A high-severity vulnerability has been identified in multiple Newforma products, specifically within the Newforma Info Exchange (NIX) file upload functionality. A remote, unauthenticated attacker could potentially exploit this flaw to upload malicious files, leading to arbitrary code execution and a complete compromise of the affected server. This could result in significant data breaches, system downtime, and loss of sensitive project information.

The vulnerability exists in the file upload handler located at the /UserWeb/Common/UploadBlueimp endpoint within the Newforma Info Exchange (NIX) platform. This endpoint fails to properly validate the types of files being uploaded, creating an Unrestricted File Upload vulnerability. An unauthenticated remote attacker can exploit this by crafting a malicious file, such as a web shell (e.g., an .aspx file), and uploading it to the server. By subsequently accessing the uploaded file's URL, the attacker can execute arbitrary commands on the server with the privileges of the web service account.

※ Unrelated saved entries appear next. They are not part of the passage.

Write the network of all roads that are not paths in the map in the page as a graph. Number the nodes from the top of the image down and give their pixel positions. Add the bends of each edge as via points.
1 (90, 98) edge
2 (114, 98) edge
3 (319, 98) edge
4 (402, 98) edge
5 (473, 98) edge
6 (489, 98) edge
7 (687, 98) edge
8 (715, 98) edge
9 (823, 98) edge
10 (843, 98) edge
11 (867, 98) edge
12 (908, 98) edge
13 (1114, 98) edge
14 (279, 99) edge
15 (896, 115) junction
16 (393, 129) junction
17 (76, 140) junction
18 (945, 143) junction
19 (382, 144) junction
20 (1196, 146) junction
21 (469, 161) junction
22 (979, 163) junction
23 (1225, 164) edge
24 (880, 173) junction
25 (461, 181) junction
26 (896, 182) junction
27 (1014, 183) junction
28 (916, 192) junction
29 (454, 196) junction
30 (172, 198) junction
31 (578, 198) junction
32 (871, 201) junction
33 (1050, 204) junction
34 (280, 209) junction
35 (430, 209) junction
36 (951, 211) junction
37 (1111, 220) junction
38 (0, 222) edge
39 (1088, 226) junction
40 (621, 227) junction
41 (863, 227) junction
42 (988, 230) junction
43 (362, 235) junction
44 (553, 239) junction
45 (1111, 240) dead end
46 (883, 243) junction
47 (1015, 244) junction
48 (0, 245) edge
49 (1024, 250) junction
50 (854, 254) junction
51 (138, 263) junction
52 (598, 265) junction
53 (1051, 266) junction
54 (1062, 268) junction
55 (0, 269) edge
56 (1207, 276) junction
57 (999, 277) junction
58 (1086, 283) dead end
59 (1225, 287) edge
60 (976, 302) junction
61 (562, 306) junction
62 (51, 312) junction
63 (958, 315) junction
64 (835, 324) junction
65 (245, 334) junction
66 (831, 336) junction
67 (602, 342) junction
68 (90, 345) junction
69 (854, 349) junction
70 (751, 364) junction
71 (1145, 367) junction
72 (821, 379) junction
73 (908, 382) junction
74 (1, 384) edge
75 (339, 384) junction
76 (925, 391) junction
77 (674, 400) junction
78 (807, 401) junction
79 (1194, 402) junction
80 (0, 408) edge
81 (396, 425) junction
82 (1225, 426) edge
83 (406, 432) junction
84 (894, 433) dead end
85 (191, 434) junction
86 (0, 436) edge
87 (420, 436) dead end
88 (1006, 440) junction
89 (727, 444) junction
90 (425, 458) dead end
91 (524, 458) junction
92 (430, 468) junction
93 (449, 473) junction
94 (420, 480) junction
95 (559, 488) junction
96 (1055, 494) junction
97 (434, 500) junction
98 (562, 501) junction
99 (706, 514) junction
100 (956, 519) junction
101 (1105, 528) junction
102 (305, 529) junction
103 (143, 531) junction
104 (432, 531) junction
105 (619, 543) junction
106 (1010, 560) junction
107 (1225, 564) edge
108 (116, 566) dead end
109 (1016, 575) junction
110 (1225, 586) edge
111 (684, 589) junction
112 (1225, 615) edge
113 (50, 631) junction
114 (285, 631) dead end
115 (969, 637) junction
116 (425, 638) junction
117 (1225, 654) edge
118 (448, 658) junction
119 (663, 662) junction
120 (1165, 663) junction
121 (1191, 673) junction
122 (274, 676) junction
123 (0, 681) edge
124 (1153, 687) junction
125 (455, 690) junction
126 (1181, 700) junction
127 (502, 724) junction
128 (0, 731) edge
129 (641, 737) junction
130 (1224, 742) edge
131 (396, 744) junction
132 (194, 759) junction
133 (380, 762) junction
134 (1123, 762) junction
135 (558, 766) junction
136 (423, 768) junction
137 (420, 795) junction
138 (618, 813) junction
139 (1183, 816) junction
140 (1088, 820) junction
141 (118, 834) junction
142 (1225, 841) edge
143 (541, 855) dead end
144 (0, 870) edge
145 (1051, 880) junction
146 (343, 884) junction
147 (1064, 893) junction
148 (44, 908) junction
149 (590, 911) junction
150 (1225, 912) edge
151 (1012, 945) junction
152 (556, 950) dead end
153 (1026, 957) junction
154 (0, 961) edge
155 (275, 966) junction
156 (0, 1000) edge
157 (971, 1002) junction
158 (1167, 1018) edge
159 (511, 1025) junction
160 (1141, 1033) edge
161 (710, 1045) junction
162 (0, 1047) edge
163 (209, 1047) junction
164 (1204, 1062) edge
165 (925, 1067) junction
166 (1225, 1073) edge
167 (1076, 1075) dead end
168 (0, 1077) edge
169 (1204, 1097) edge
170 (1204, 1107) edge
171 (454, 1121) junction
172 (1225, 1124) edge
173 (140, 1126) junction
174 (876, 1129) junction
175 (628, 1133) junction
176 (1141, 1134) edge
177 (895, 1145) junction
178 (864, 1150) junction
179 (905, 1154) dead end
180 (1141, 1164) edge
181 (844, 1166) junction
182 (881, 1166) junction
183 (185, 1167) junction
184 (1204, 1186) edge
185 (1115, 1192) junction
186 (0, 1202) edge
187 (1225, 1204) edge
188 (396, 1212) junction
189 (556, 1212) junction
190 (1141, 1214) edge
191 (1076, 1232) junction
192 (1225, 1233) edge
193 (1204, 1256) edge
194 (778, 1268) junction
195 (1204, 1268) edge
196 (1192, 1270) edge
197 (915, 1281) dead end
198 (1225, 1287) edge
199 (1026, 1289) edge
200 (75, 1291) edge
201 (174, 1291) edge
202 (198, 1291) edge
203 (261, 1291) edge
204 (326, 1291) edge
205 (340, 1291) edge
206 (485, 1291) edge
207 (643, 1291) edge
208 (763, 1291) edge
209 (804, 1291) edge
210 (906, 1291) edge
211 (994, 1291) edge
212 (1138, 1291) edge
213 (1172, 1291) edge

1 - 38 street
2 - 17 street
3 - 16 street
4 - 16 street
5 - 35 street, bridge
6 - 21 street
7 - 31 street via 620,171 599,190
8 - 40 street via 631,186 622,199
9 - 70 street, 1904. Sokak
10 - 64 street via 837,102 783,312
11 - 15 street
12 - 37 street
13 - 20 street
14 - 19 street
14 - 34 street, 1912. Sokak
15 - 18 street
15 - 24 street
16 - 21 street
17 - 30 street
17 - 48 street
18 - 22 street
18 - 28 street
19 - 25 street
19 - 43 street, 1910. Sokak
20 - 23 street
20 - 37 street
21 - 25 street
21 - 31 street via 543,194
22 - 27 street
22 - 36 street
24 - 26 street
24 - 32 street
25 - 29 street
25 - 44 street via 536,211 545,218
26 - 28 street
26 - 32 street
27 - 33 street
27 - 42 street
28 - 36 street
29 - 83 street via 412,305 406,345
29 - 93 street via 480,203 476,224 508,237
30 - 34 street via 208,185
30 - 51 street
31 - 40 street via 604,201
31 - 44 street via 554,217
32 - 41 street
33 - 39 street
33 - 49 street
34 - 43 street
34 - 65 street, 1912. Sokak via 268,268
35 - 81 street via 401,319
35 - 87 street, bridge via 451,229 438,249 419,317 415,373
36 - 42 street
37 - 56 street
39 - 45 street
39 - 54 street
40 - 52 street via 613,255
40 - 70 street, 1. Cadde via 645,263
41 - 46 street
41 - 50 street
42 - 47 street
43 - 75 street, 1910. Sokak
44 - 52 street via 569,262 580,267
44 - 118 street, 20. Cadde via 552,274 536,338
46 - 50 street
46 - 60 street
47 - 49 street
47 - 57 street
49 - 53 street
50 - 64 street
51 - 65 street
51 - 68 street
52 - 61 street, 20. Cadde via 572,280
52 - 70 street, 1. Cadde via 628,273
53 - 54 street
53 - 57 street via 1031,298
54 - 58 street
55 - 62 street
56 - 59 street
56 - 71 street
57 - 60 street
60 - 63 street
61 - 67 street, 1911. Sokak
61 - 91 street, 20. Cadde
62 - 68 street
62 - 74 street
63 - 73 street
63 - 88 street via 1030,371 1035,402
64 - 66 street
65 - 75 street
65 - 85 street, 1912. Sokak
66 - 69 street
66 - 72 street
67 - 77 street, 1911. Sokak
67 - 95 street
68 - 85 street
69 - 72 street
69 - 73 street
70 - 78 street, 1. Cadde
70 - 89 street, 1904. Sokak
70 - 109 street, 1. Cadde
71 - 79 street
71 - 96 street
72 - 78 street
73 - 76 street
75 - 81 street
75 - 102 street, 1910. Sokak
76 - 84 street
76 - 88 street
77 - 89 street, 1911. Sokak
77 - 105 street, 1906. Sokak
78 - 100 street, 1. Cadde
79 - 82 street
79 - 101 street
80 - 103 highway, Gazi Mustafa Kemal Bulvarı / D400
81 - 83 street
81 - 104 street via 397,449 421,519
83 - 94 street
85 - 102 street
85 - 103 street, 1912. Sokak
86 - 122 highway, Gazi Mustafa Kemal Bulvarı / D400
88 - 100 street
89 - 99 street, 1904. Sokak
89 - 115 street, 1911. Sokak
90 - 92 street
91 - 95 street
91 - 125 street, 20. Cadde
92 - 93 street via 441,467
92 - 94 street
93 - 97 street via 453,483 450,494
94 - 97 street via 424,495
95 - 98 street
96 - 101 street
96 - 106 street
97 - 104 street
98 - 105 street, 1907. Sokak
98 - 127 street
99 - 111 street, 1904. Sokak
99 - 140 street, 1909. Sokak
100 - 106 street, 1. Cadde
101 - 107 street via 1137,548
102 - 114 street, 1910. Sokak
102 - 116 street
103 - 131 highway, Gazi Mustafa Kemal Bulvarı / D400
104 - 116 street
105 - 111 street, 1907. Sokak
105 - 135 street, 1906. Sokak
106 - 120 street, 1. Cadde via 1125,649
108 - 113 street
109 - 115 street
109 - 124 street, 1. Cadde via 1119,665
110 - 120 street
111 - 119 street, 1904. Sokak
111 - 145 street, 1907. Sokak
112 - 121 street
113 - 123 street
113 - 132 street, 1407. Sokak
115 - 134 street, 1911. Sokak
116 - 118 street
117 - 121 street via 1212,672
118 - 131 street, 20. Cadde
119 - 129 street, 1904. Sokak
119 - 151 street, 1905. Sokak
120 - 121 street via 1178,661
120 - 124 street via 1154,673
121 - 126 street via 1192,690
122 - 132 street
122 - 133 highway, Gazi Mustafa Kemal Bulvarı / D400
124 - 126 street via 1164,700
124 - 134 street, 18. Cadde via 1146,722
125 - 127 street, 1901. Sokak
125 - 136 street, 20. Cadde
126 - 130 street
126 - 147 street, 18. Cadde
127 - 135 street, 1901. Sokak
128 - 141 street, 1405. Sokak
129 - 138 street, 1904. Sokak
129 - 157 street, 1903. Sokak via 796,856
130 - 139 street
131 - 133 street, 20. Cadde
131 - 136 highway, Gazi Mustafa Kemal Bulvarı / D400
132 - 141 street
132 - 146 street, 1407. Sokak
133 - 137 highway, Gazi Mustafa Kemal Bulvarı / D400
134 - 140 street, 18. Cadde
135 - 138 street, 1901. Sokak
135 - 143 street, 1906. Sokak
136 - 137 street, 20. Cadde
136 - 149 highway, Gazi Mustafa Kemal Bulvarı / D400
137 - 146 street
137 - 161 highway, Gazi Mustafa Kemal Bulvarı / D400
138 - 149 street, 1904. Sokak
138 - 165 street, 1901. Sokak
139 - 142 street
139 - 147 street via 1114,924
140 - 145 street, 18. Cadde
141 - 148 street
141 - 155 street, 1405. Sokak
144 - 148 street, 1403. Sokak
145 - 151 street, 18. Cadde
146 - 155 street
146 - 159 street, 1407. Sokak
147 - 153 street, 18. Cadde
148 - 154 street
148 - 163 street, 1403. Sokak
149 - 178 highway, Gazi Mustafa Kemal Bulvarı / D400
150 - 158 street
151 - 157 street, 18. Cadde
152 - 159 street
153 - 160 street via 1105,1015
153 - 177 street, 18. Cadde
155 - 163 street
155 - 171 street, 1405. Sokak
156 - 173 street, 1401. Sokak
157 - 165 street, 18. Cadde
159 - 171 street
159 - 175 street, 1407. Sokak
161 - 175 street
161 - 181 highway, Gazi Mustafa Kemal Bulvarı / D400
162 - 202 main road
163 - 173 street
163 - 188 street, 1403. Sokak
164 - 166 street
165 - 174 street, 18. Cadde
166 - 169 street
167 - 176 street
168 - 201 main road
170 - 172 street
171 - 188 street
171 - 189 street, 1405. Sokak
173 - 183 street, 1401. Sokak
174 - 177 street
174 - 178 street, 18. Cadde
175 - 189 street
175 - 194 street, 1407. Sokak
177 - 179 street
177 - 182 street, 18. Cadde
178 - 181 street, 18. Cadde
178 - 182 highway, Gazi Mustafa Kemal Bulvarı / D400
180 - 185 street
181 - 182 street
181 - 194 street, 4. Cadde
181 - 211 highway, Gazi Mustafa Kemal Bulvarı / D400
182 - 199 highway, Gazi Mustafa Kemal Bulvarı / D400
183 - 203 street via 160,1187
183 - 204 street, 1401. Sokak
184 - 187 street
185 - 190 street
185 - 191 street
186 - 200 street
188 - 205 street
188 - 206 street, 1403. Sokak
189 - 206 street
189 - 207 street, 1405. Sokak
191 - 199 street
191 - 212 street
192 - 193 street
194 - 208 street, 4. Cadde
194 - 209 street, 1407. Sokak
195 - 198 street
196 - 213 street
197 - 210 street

This vulnerability is rated as High severity with a CVSS score of 8.8. Successful exploitation could lead to a complete compromise of the Newforma server. The potential business impact is severe, including the theft of sensitive and proprietary data related to projects, clients, and financials. An attacker could also use the compromised server as a pivot point to move laterally within the corporate network, disrupt critical business operations by encrypting or deleting data (ransomware), or deface the public-facing application, causing significant reputational damage.

Immediate Action:

• Immediately apply the security updates provided by Newforma to all affected systems, prioritizing internet-facing Newforma Info Exchange servers.
• Review web server access logs for any suspicious activity related to the /UserWeb/Common/UploadBlueimp endpoint, looking for unusual file uploads or access attempts.
• After patching, continue to monitor systems for any indicators of compromise that may have occurred prior to the update.

Proactive Monitoring:

• Log Analysis: Scrutinize web server logs (e.g., IIS) for POST requests to /UserWeb/Common/UploadBlueimp. Investigate any uploads of files with executable extensions such as .aspx, .asp, .jsp, .php, or .exe.
• Network Traffic: Monitor for anomalous outbound network connections from the Newforma server, which could indicate a web shell communicating with an attacker's command-and-control (C2) server.
• File System Integrity: Implement file integrity monitoring (FIM) on the web server's root and upload directories to detect the creation of new, unauthorized files.

Compensating Controls:

• Web Application Firewall (WAF): If patching is delayed, deploy a WAF rule to block all access to the /UserWeb/Common/UploadBlueimp endpoint or to filter uploads based on a strict allow-list of file extensions.
• Access Control: Restrict network access to the Newforma application to only trusted IP address ranges.
• Disable Functionality: If the file upload feature is not critical for business operations, consider temporarily disabling it until patches can be applied.

Public Exploit Available: False

Given the high CVSS score of 8.8 and the potential for remote code execution, this vulnerability presents a critical risk to the organization. Although not currently listed on the CISA KEV catalog, its severity makes it a prime candidate for future inclusion and an attractive target for attackers. We strongly recommend that organizations prioritize the immediate application of vendor-supplied security patches to all affected Newforma systems. Systems exposed to the internet should be considered the highest priority for remediation.